Supplied records:
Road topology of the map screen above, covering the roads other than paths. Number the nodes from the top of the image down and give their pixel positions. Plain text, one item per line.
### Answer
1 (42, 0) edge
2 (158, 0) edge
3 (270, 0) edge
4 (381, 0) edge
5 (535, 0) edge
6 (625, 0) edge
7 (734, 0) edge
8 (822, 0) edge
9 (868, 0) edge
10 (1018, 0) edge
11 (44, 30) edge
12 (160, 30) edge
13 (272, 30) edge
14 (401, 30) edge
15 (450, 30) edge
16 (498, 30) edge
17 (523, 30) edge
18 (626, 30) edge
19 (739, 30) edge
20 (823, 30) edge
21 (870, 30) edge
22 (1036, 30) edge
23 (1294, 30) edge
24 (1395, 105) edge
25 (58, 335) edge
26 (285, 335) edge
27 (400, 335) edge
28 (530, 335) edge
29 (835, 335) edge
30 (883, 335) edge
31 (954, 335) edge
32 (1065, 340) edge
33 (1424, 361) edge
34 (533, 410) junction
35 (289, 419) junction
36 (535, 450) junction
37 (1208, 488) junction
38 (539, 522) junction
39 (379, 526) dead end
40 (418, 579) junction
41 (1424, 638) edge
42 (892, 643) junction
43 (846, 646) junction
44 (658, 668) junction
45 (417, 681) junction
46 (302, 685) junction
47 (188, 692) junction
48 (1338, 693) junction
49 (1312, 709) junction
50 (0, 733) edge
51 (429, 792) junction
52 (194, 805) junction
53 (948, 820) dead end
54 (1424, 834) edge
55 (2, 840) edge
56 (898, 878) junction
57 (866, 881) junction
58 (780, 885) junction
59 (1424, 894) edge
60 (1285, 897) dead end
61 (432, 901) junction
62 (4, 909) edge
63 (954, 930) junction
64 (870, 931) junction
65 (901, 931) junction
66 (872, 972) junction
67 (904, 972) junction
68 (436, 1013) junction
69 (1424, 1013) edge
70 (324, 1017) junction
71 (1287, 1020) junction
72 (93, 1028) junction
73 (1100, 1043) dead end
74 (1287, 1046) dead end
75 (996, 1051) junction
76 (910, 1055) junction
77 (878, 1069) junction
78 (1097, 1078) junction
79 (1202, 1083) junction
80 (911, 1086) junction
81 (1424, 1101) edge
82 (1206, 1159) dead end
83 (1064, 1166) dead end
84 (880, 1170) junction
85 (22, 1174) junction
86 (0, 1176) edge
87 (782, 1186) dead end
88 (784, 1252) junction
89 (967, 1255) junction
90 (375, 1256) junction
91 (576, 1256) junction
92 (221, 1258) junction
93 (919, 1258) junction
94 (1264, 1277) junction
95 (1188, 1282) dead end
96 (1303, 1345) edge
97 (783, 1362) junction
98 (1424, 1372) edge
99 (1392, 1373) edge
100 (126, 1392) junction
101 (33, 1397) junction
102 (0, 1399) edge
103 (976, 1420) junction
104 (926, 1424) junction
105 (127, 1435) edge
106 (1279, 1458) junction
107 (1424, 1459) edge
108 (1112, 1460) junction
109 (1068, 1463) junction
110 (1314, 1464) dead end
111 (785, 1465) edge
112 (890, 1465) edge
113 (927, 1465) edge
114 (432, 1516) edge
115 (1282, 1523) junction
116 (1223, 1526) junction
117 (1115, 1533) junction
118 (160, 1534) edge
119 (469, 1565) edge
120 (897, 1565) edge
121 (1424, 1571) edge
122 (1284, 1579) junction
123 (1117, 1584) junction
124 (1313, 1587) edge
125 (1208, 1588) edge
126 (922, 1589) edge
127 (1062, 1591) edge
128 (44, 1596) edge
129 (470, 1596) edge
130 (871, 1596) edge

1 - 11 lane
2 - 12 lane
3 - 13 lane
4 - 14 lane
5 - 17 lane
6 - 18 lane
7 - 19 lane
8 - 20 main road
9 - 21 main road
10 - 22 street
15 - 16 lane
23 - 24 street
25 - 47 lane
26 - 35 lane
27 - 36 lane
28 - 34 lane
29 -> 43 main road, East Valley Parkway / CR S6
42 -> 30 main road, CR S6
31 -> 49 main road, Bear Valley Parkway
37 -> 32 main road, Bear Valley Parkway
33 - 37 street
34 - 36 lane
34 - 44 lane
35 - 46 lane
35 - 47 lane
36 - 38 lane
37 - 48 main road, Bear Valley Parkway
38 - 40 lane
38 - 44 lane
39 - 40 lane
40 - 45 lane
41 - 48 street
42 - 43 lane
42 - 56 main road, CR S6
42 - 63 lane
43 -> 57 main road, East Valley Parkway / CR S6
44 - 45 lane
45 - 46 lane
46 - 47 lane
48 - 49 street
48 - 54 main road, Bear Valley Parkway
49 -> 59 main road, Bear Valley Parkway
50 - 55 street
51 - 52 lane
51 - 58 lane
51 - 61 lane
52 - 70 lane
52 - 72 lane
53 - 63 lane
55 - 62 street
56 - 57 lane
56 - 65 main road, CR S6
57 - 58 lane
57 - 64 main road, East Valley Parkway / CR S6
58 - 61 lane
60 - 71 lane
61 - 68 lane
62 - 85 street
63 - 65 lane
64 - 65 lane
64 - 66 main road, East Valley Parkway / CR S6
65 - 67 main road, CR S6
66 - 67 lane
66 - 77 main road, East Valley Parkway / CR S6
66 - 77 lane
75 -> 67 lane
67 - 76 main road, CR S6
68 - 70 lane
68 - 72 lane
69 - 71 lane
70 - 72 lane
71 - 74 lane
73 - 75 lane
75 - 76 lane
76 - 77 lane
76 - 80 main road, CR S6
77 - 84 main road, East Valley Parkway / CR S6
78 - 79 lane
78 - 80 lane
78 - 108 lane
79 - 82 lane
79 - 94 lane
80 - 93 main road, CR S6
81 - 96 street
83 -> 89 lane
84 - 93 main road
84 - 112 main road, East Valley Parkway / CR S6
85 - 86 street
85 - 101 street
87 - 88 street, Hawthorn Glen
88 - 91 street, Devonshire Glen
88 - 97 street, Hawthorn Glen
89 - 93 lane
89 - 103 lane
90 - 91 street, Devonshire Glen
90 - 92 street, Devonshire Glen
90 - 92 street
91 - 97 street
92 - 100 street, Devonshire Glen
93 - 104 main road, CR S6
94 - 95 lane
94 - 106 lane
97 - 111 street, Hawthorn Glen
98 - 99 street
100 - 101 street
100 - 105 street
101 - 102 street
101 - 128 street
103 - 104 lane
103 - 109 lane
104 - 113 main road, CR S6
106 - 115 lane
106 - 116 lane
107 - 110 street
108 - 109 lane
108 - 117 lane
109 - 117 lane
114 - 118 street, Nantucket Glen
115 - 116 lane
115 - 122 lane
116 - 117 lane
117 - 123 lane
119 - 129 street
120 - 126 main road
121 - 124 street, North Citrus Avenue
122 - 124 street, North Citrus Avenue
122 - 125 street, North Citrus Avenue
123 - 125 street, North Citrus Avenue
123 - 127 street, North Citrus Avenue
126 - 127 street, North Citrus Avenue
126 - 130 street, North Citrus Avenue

Work required: Select the lines from the entries that include the word "Avenue".

Answer below:
121 - 124 street, North Citrus Avenue
122 - 124 street, North Citrus Avenue
122 - 125 street, North Citrus Avenue
123 - 125 street, North Citrus Avenue
123 - 127 street, North Citrus Avenue
126 - 127 street, North Citrus Avenue
126 - 130 street, North Citrus Avenue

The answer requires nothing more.